Welcome to Cheek by Jowl’s Périclès, Prince de Tyr: a play by turns lucid and perplexing, moving and maddening. Let’s unpack this a little. The 1619 co-authored play, recounting the adventures, loves, losses, and refindings of wandering hero Pericles, is thoroughly reimagined here as taking place entirely within the brain of a comatose man (Christophe Grégoire), who appears to have lost the use of his mental faculties. It is out of this damaged brain that the action of Pericles bursts. Our hero is visited by his wife (Camille Cayol), daughter (Valentine Catzéflis), and daughter’s partner (Xavier Boiffier), who supply the other roles in the drama along with the doctor (Cécile Leterme), and two male nurses (Guillaume Pottier and Martin Nikonoff).
The real question, as always, is did any of these big conceptual leaps help? The answer, unequivocally, is yes: with the emotional weight of the story at the very least. It soon becomes clear that the purpose of this is to ground and dignify the arc of Pericles’ loss and eventual reunion with his wife and daughter, believed dead, which (spoilers) collides with our comatose hero’s reunion with his own family. Director Declan Donnellan’s gambit helps this overall journey to land convincingly. Restaging a classic play to the psyche of a troubled individual scarcely breaks fresh ground; the brilliance here is how well-organised around this central concept the whole production feels.
The gambit of using a French text and matching cast, meanwhile, apologises for the questionable state of the verse when viewed alongside other Shakespeare plays: certainly, the ability to only choose desirable passages smooths over the textual incompleteness of the original. There’s certainly a strength to moments where choice phrases appear above the stage picture, lending a monumental quality to Shakespeare’s verse while simultaneously showing immense cheek by refusing to perform it.

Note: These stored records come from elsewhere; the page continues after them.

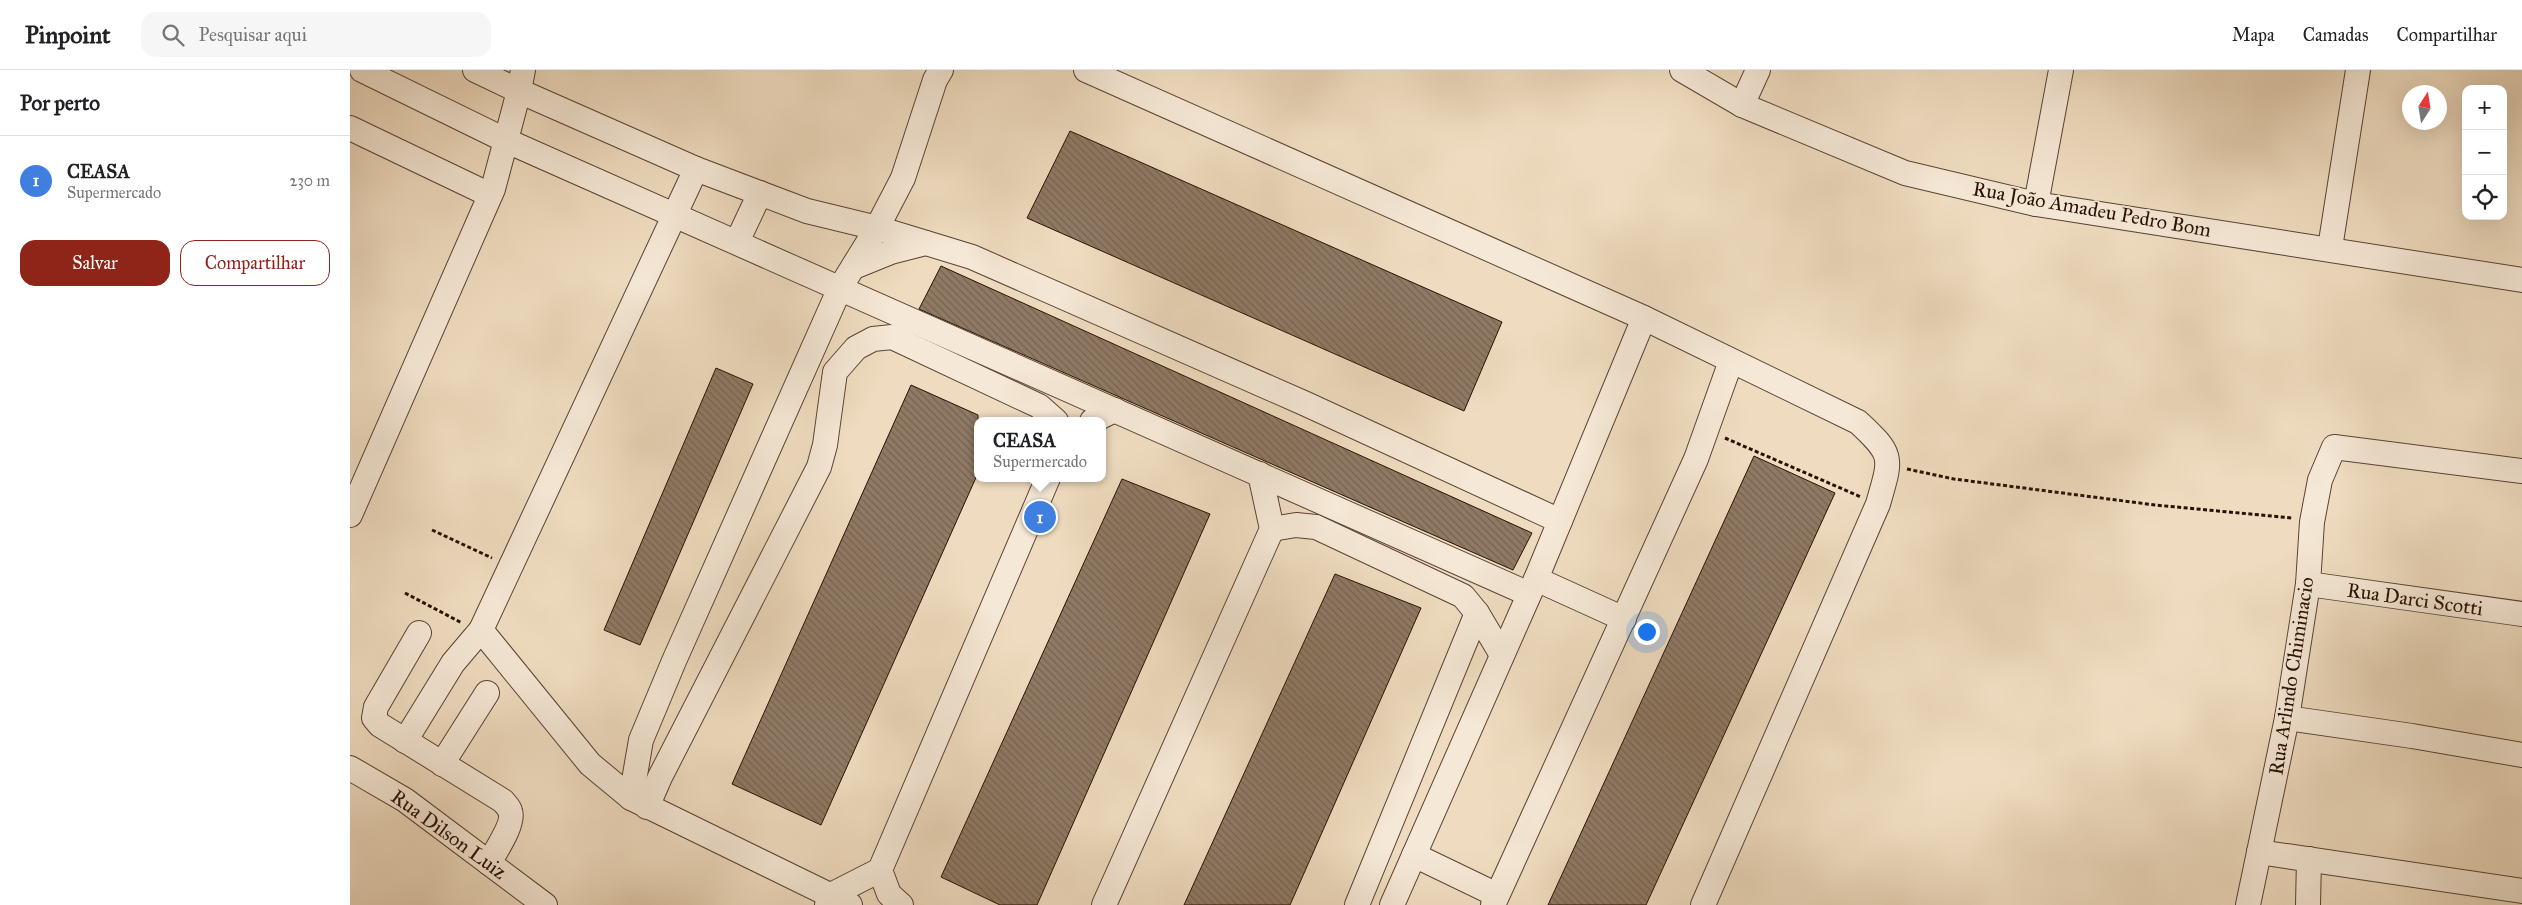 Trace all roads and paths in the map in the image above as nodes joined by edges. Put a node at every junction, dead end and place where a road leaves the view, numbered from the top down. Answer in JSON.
{"nodes":[{"id":1,"x":362,"y":70,"type":"edge"},
{"id":2,"x":475,"y":70,"type":"edge"},
{"id":3,"x":941,"y":70,"type":"edge"},
{"id":4,"x":1086,"y":70,"type":"edge"},
{"id":5,"x":1682,"y":70,"type":"edge"},
{"id":6,"x":1758,"y":70,"type":"edge"},
{"id":7,"x":2061,"y":70,"type":"edge"},
{"id":8,"x":2358,"y":70,"type":"edge"},
{"id":9,"x":521,"y":81,"type":"edge"},
{"id":10,"x":1742,"y":106,"type":"junction"},
{"id":11,"x":350,"y":128,"type":"edge"},
{"id":12,"x":507,"y":141,"type":"junction"},
{"id":13,"x":696,"y":169,"type":"junction"},
{"id":14,"x":760,"y":193,"type":"junction"},
{"id":15,"x":490,"y":195,"type":"junction"},
{"id":16,"x":2036,"y":204,"type":"junction"},
{"id":17,"x":675,"y":214,"type":"junction"},
{"id":18,"x":877,"y":228,"type":"junction"},
{"id":19,"x":737,"y":242,"type":"junction"},
{"id":20,"x":926,"y":243,"type":"junction"},
{"id":21,"x":2330,"y":248,"type":"junction"},
{"id":22,"x":854,"y":267,"type":"junction"},
{"id":23,"x":2522,"y":280,"type":"edge"},
{"id":24,"x":840,"y":288,"type":"junction"},
{"id":25,"x":1644,"y":318,"type":"junction"},
{"id":26,"x":809,"y":357,"type":"junction"},
{"id":27,"x":1731,"y":361,"type":"junction"},
{"id":28,"x":835,"y":372,"type":"junction"},
{"id":29,"x":1115,"y":410,"type":"junction"},
{"id":30,"x":1051,"y":417,"type":"edge"},
{"id":31,"x":1100,"y":417,"type":"edge"},
{"id":32,"x":1707,"y":430,"type":"junction"},
{"id":33,"x":1889,"y":465,"type":"junction"},
{"id":34,"x":2522,"y":471,"type":"edge"},
{"id":35,"x":1260,"y":474,"type":"junction"},
{"id":36,"x":1046,"y":482,"type":"edge"},
{"id":37,"x":1878,"y":504,"type":"junction"},
{"id":38,"x":350,"y":516,"type":"edge"},
{"id":39,"x":1560,"y":521,"type":"junction"},
{"id":40,"x":2312,"y":522,"type":"junction"},
{"id":41,"x":1272,"y":529,"type":"junction"},
{"id":42,"x":432,"y":530,"type":"dead end"},
{"id":43,"x":511,"y":566,"type":"junction"},
{"id":44,"x":2308,"y":584,"type":"junction"},
{"id":45,"x":1532,"y":587,"type":"junction"},
{"id":46,"x":405,"y":593,"type":"dead end"},
{"id":47,"x":1477,"y":613,"type":"junction"},
{"id":48,"x":2522,"y":614,"type":"edge"},
{"id":49,"x":1624,"y":619,"type":"junction"},
{"id":50,"x":482,"y":630,"type":"junction"},
{"id":51,"x":419,"y":633,"type":"dead end"},
{"id":52,"x":1502,"y":655,"type":"junction"},
{"id":53,"x":487,"y":693,"type":"dead end"},
{"id":54,"x":2286,"y":718,"type":"junction"},
{"id":55,"x":405,"y":741,"type":"junction"},
{"id":56,"x":2522,"y":756,"type":"edge"},
{"id":57,"x":442,"y":764,"type":"junction"},
{"id":58,"x":350,"y":768,"type":"edge"},
{"id":59,"x":639,"y":802,"type":"junction"},
{"id":60,"x":2259,"y":852,"type":"junction"},
{"id":61,"x":1414,"y":856,"type":"junction"},
{"id":62,"x":2309,"y":859,"type":"junction"},
{"id":63,"x":488,"y":863,"type":"junction"},
{"id":64,"x":880,"y":870,"type":"junction"},
{"id":65,"x":2522,"y":891,"type":"edge"},
{"id":66,"x":1495,"y":900,"type":"edge"},
{"id":67,"x":835,"y":902,"type":"edge"},
{"id":68,"x":545,"y":905,"type":"edge"},
{"id":69,"x":901,"y":905,"type":"edge"},
{"id":70,"x":1104,"y":905,"type":"edge"},
{"id":71,"x":1357,"y":905,"type":"edge"},
{"id":72,"x":1392,"y":905,"type":"edge"},
{"id":73,"x":1703,"y":905,"type":"edge"},
{"id":74,"x":2248,"y":905,"type":"edge"},
{"id":75,"x":2308,"y":905,"type":"edge"}],
"edges":[{"from":1,"to":12,"type":"street"},
{"from":2,"to":9,"type":"street"},
{"from":3,"to":18,"type":"street"},
{"from":4,"to":25,"type":"street"},
{"from":5,"to":10,"type":"street","name":"Rua João Amadeu Pedro Bom"},
{"from":6,"to":10,"type":"street"},
{"from":7,"to":16,"type":"street"},
{"from":8,"to":21,"type":"street"},
{"from":9,"to":12,"type":"street"},
{"from":9,"to":13,"type":"street"},
{"from":10,"to":16,"type":"street","name":"Rua João Amadeu Pedro Bom"},
{"from":11,"to":15,"type":"street"},
{"from":12,"to":15,"type":"street"},
{"from":12,"to":17,"type":"street"},
{"from":13,"to":14,"type":"street"},
{"from":13,"to":17,"type":"street"},
{"from":14,"to":18,"type":"street"},
{"from":14,"to":19,"type":"street"},
{"from":15,"to":38,"type":"street"},
{"from":16,"to":21,"type":"street","name":"Rua João Amadeu Pedro Bom"},
{"from":17,"to":19,"type":"street"},
{"from":17,"to":43,"type":"street"},
{"from":18,"to":20,"type":"street"},
{"from":18,"to":22,"type":"street"},
{"from":19,"to":24,"type":"street"},
{"from":20,"to":22,"type":"street"},
{"from":20,"to":39,"type":"street"},
{"from":21,"to":23,"type":"street","name":"Rua João Amadeu Pedro Bom"},
{"from":22,"to":24,"type":"street"},
{"from":24,"to":26,"type":"street"},
{"from":24,"to":29,"type":"street"},
{"from":25,"to":27,"type":"street"},
{"from":25,"to":39,"type":"street"},
{"from":26,"to":28,"type":"street"},
{"from":26,"to":59,"type":"street"},
{"from":27,"to":32,"type":"street"},
{"from":27,"to":33,"type":"street"},
{"from":28,"to":30,"type":"street"},
{"from":28,"to":59,"type":"street"},
{"from":29,"to":31,"type":"street"},
{"from":29,"to":35,"type":"street"},
{"from":32,"to":37,"type":"path"},
{"from":32,"to":49,"type":"street"},
{"from":33,"to":37,"type":"street"},
{"from":33,"to":40,"type":"path"},
{"from":34,"to":40,"type":"street","name":"Rua Arlindo Chiminacio"},
{"from":35,"to":41,"type":"street"},
{"from":35,"to":45,"type":"street"},
{"from":36,"to":64,"type":"street"},
{"from":37,"to":73,"type":"street"},
{"from":39,"to":45,"type":"street"},
{"from":40,"to":44,"type":"street","name":"Rua Arlindo Chiminacio"},
{"from":41,"to":47,"type":"street"},
{"from":41,"to":70,"type":"street"},
{"from":42,"to":43,"type":"path"},
{"from":43,"to":50,"type":"street"},
{"from":44,"to":48,"type":"street","name":"Rua Darci Scotti"},
{"from":44,"to":54,"type":"street","name":"Rua Arlindo Chiminacio"},
{"from":45,"to":49,"type":"street"},
{"from":45,"to":52,"type":"street"},
{"from":46,"to":50,"type":"path"},
{"from":47,"to":52,"type":"street"},
{"from":47,"to":71,"type":"street"},
{"from":49,"to":66,"type":"street"},
{"from":50,"to":55,"type":"street"},
{"from":50,"to":59,"type":"street"},
{"from":51,"to":55,"type":"street"},
{"from":52,"to":61,"type":"street"},
{"from":53,"to":57,"type":"street"},
{"from":54,"to":56,"type":"street"},
{"from":54,"to":60,"type":"street","name":"Rua Arlindo Chiminacio"},
{"from":55,"to":57,"type":"street"},
{"from":57,"to":63,"type":"street"},
{"from":58,"to":63,"type":"street","name":"Rua Dilson Luiz"},
{"from":59,"to":67,"type":"street"},
{"from":60,"to":62,"type":"street"},
{"from":60,"to":74,"type":"street","name":"Rua Arlindo Chiminacio"},
{"from":61,"to":66,"type":"street"},
{"from":61,"to":72,"type":"street"},
{"from":62,"to":65,"type":"street"},
{"from":62,"to":75,"type":"street"},
{"from":63,"to":68,"type":"street","name":"Rua Dilson Luiz"},
{"from":64,"to":67,"type":"street"},
{"from":64,"to":69,"type":"street"}]}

But asking us to watch action unfolding onstage, listen to text in French, and read Shakespeare in English, often all in the space of about 5 seconds, requires some serious theatre literacy; enough to put a connoisseur on their mettle. (Well, what else does one go to the Barbican expecting.)
It did mean, however, that for much of the middle I had no idea what was going on: Pericles’ meanderings lost me somewhat and the Frenchness of it all didn’t exactly help me get back on track.
There’s also something a little po-faced about the whole thing: one memorably nutty moment near the beginning (sadly all too isolated) stands out as a highlight.
Nevertheless, the cast uniformly cope brilliantly with the shifts from total fourth-wall naturalism to more theatricalised characterisation in the Pericles sections; and Nick Ormerod’s superb design containing everything in a too-blue-to-be-true, yet perfectly naturalistic set: real and yet not real.
It is an axiom of dramaturgy and theatre criticism that obfuscation cannot be commended, which is what must hold it back in these eyes. But let’s be honest: despite some good scenes, Pericles on its own is not a great play. Cheek by Jowl’s solutions for its problems certainly don’t make life simple for themselves or the audience, but they certainly keep us on our toes, and tie the whole thing together much better than a ‘straight’ production could have hoped to. It’s also rare in London to see work with such a consciously internationalist flair produced by a British company. This is highly commendable. But don’t watch it tired.